Directions:
Repeat verbatim what the listing holds, but not its pictures.
*** Extracted data ***
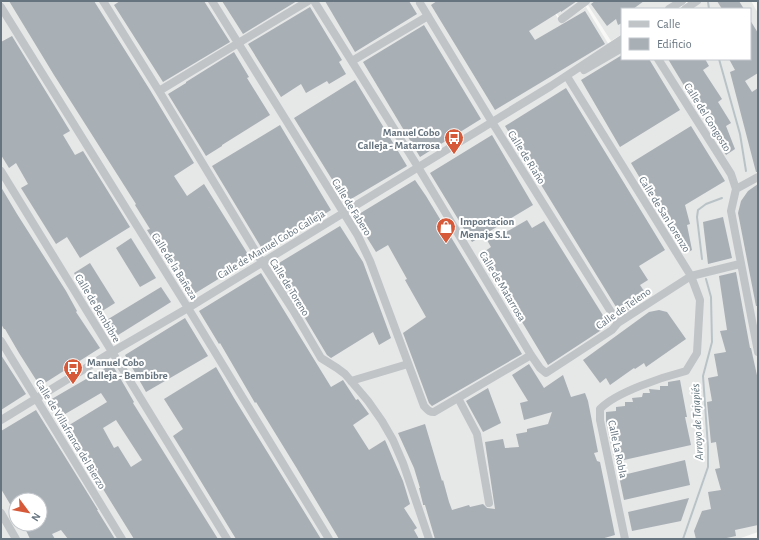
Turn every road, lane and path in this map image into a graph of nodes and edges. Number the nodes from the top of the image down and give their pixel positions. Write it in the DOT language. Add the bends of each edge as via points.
graph roads {
  1 [pos="103,1"];
  2 [pos="212,1"];
  3 [pos="308,1"];
  4 [pos="314,1"];
  5 [pos="586,1"];
  6 [pos="682,1"];
  7 [pos="698,1"];
  8 [pos="420,3"];
  9 [pos="1,7"];
  10 [pos="671,8"];
  11 [pos="687,8"];
  12 [pos="428,16"];
  13 [pos="562,19"];
  14 [pos="621,40"];
  15 [pos="237,42"];
  16 [pos="621,49"];
  17 [pos="659,60"];
  18 [pos="352,62"];
  19 [pos="568,78"];
  20 [pos="551,86"];
  21 [pos="159,90"];
  22 [pos="492,122"];
  23 [pos="418,167"];
  24 [pos="1,171"];
  25 [pos="758,177"];
  26 [pos="736,189"];
  27 [pos="343,213"];
  28 [pos="262,262"];
  29 [pos="740,264"];
  30 [pos="691,276"];
  31 [pos="188,308"];
  32 [pos="618,323"];
  33 [pos="1,341"];
  34 [pos="112,352"];
  35 [pos="758,352"];
  36 [pos="531,355"];
  37 [pos="408,364"];
  38 [pos="686,371"];
  39 [pos="351,382"];
  40 [pos="36,398"];
  41 [pos="458,398"];
  42 [pos="1,420"];
  43 [pos="489,503"];
  44 [pos="1,513"];
  45 [pos="16,539"];
  46 [pos="122,539"];
  47 [pos="227,539"];
  48 [pos="329,539"];
  49 [pos="429,539"];
  50 [pos="625,539"];
  1 -- 21 [label="street, Calle de Toreno"];
  2 -- 15 [label="street, Calle de Fabero"];
  3 -- 15 [label="street"];
  4 -- 18 [label="street, Calle de Matarrosa"];
  5 -- 13 [label="street"];
  6 -- 10 [label="street"];
  7 -- 11 [label="street"];
  8 -- 12 [label="street, Calle de Riaño"];
  9 -- 31 [label="street, Calle de la Bañeza"];
  12 -- 18 [label="street"];
  12 -- 22 [label="street, Calle de Riaño"];
  14 -- 20 [label="street, Calle de Manuel Cobo Calleja"];
  15 -- 21 [label="street"];
  15 -- 27 [label="street, Calle de Fabero"];
  16 -- 19 [label="street, Calle de Manuel Cobo Calleja"];
  17 -- 26 [label="street, Calle del Congosto" via="731,174"];
  18 -- 23 [label="street, Calle de Matarrosa"];
  19 -- 20 [label="street, Calle de Manuel Cobo Calleja"];
  19 -- 30 [label="street, Calle de San Lorenzo"];
  20 -- 22 [label="street, Calle de Manuel Cobo Calleja"];
  21 -- 28 [label="street, Calle de Toreno"];
  22 -- 23 [label="street, Calle de Manuel Cobo Calleja"];
  22 -- 32 [label="street, Calle de Riaño"];
  23 -- 27 [label="street, Calle de Manuel Cobo Calleja"];
  23 -- 36 [label="street, Calle de Matarrosa"];
  24 -- 34 [label="street, Calle de Bembibre"];
  25 -- 26 [label="street"];
  26 -- 29 [label="street" via="730,211"];
  27 -- 28 [label="street, Calle de Manuel Cobo Calleja"];
  27 -- 37 [label="street, Calle de Fabero" via="370,261"];
  28 -- 31 [label="street, Calle de Manuel Cobo Calleja"];
  28 -- 39 [label="street, Calle de Toreno" via="321,358 337,368"];
  29 -- 30 [label="street, Calle de Teleno"];
  29 -- 35 [label="street"];
  30 -- 32 [label="street, Calle de Teleno"];
  30 -- 38 [label="street, Calle de San Lorenzo" via="700,300 697,353"];
  31 -- 34 [label="street, Calle de Manuel Cobo Calleja"];
  31 -- 48 [label="street, Calle de la Bañeza"];
  32 -- 36 [label="street, Calle de Teleno" via="612,330 546,373"];
  33 -- 40 [label="street, Calle de Villafranca del Bierzo"];
  34 -- 40 [label="street, Calle de Manuel Cobo Calleja"];
  34 -- 47 [label="street, Calle de Bembibre"];
  36 -- 41 [label="street"];
  37 -- 39 [label="street"];
  37 -- 41 [label="street, Calle de Fabero" via="427,410 434,412"];
  38 -- 50 [label="street, Calle La Robla" via="644,384 616,397 600,409 600,420"];
  39 -- 49 [label="street, Calle de Toreno" via="378,414 393,440 412,486"];
  40 -- 42 [label="street, Calle de Manuel Cobo Calleja"];
  40 -- 46 [label="street, Calle de Villafranca del Bierzo"];
  41 -- 43 [label="street" via="477,434"];
  44 -- 45 [label="street"];
}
***
Result of this exercise:
Turn every road, lane and path in this map image into a graph of nodes and edges. Number the nodes from the top of the image down and give their pixel positions. Write it in the DOT language. Add the bends of each edge as via points.
graph roads {
  1 [pos="103,1"];
  2 [pos="212,1"];
  3 [pos="308,1"];
  4 [pos="314,1"];
  5 [pos="586,1"];
  6 [pos="682,1"];
  7 [pos="698,1"];
  8 [pos="420,3"];
  9 [pos="1,7"];
  10 [pos="671,8"];
  11 [pos="687,8"];
  12 [pos="428,16"];
  13 [pos="562,19"];
  14 [pos="621,40"];
  15 [pos="237,42"];
  16 [pos="621,49"];
  17 [pos="659,60"];
  18 [pos="352,62"];
  19 [pos="568,78"];
  20 [pos="551,86"];
  21 [pos="159,90"];
  22 [pos="492,122"];
  23 [pos="418,167"];
  24 [pos="1,171"];
  25 [pos="758,177"];
  26 [pos="736,189"];
  27 [pos="343,213"];
  28 [pos="262,262"];
  29 [pos="740,264"];
  30 [pos="691,276"];
  31 [pos="188,308"];
  32 [pos="618,323"];
  33 [pos="1,341"];
  34 [pos="112,352"];
  35 [pos="758,352"];
  36 [pos="531,355"];
  37 [pos="408,364"];
  38 [pos="686,371"];
  39 [pos="351,382"];
  40 [pos="36,398"];
  41 [pos="458,398"];
  42 [pos="1,420"];
  43 [pos="489,503"];
  44 [pos="1,513"];
  45 [pos="16,539"];
  46 [pos="122,539"];
  47 [pos="227,539"];
  48 [pos="329,539"];
  49 [pos="429,539"];
  50 [pos="625,539"];
  1 -- 21 [label="street, Calle de Toreno"];
  2 -- 15 [label="street, Calle de Fabero"];
  3 -- 15 [label="street"];
  4 -- 18 [label="street, Calle de Matarrosa"];
  5 -- 13 [label="street"];
  6 -- 10 [label="street"];
  7 -- 11 [label="street"];
  8 -- 12 [label="street, Calle de Riaño"];
  9 -- 31 [label="street, Calle de la Bañeza"];
  12 -- 18 [label="street"];
  12 -- 22 [label="street, Calle de Riaño"];
  14 -- 20 [label="street, Calle de Manuel Cobo Calleja"];
  15 -- 21 [label="street"];
  15 -- 27 [label="street, Calle de Fabero"];
  16 -- 19 [label="street, Calle de Manuel Cobo Calleja"];
  17 -- 26 [label="street, Calle del Congosto" via="731,174"];
  18 -- 23 [label="street, Calle de Matarrosa"];
  19 -- 20 [label="street, Calle de Manuel Cobo Calleja"];
  19 -- 30 [label="street, Calle de San Lorenzo"];
  20 -- 22 [label="street, Calle de Manuel Cobo Calleja"];
  21 -- 28 [label="street, Calle de Toreno"];
  22 -- 23 [label="street, Calle de Manuel Cobo Calleja"];
  22 -- 32 [label="street, Calle de Riaño"];
  23 -- 27 [label="street, Calle de Manuel Cobo Calleja"];
  23 -- 36 [label="street, Calle de Matarrosa"];
  24 -- 34 [label="street, Calle de Bembibre"];
  25 -- 26 [label="street"];
  26 -- 29 [label="street" via="730,211"];
  27 -- 28 [label="street, Calle de Manuel Cobo Calleja"];
  27 -- 37 [label="street, Calle de Fabero" via="370,261"];
  28 -- 31 [label="street, Calle de Manuel Cobo Calleja"];
  28 -- 39 [label="street, Calle de Toreno" via="321,358 337,368"];
  29 -- 30 [label="street, Calle de Teleno"];
  29 -- 35 [label="street"];
  30 -- 32 [label="street, Calle de Teleno"];
  30 -- 38 [label="street, Calle de San Lorenzo" via="700,300 697,353"];
  31 -- 34 [label="street, Calle de Manuel Cobo Calleja"];
  31 -- 48 [label="street, Calle de la Bañeza"];
  32 -- 36 [label="street, Calle de Teleno" via="612,330 546,373"];
  33 -- 40 [label="street, Calle de Villafranca del Bierzo"];
  34 -- 40 [label="street, Calle de Manuel Cobo Calleja"];
  34 -- 47 [label="street, Calle de Bembibre"];
  36 -- 41 [label="street"];
  37 -- 39 [label="street"];
  37 -- 41 [label="street, Calle de Fabero" via="427,410 434,412"];
  38 -- 50 [label="street, Calle La Robla" via="644,384 616,397 600,409 600,420"];
  39 -- 49 [label="street, Calle de Toreno" via="378,414 393,440 412,486"];
  40 -- 42 [label="street, Calle de Manuel Cobo Calleja"];
  40 -- 46 [label="street, Calle de Villafranca del Bierzo"];
  41 -- 43 [label="street" via="477,434"];
  44 -- 45 [label="street"];
}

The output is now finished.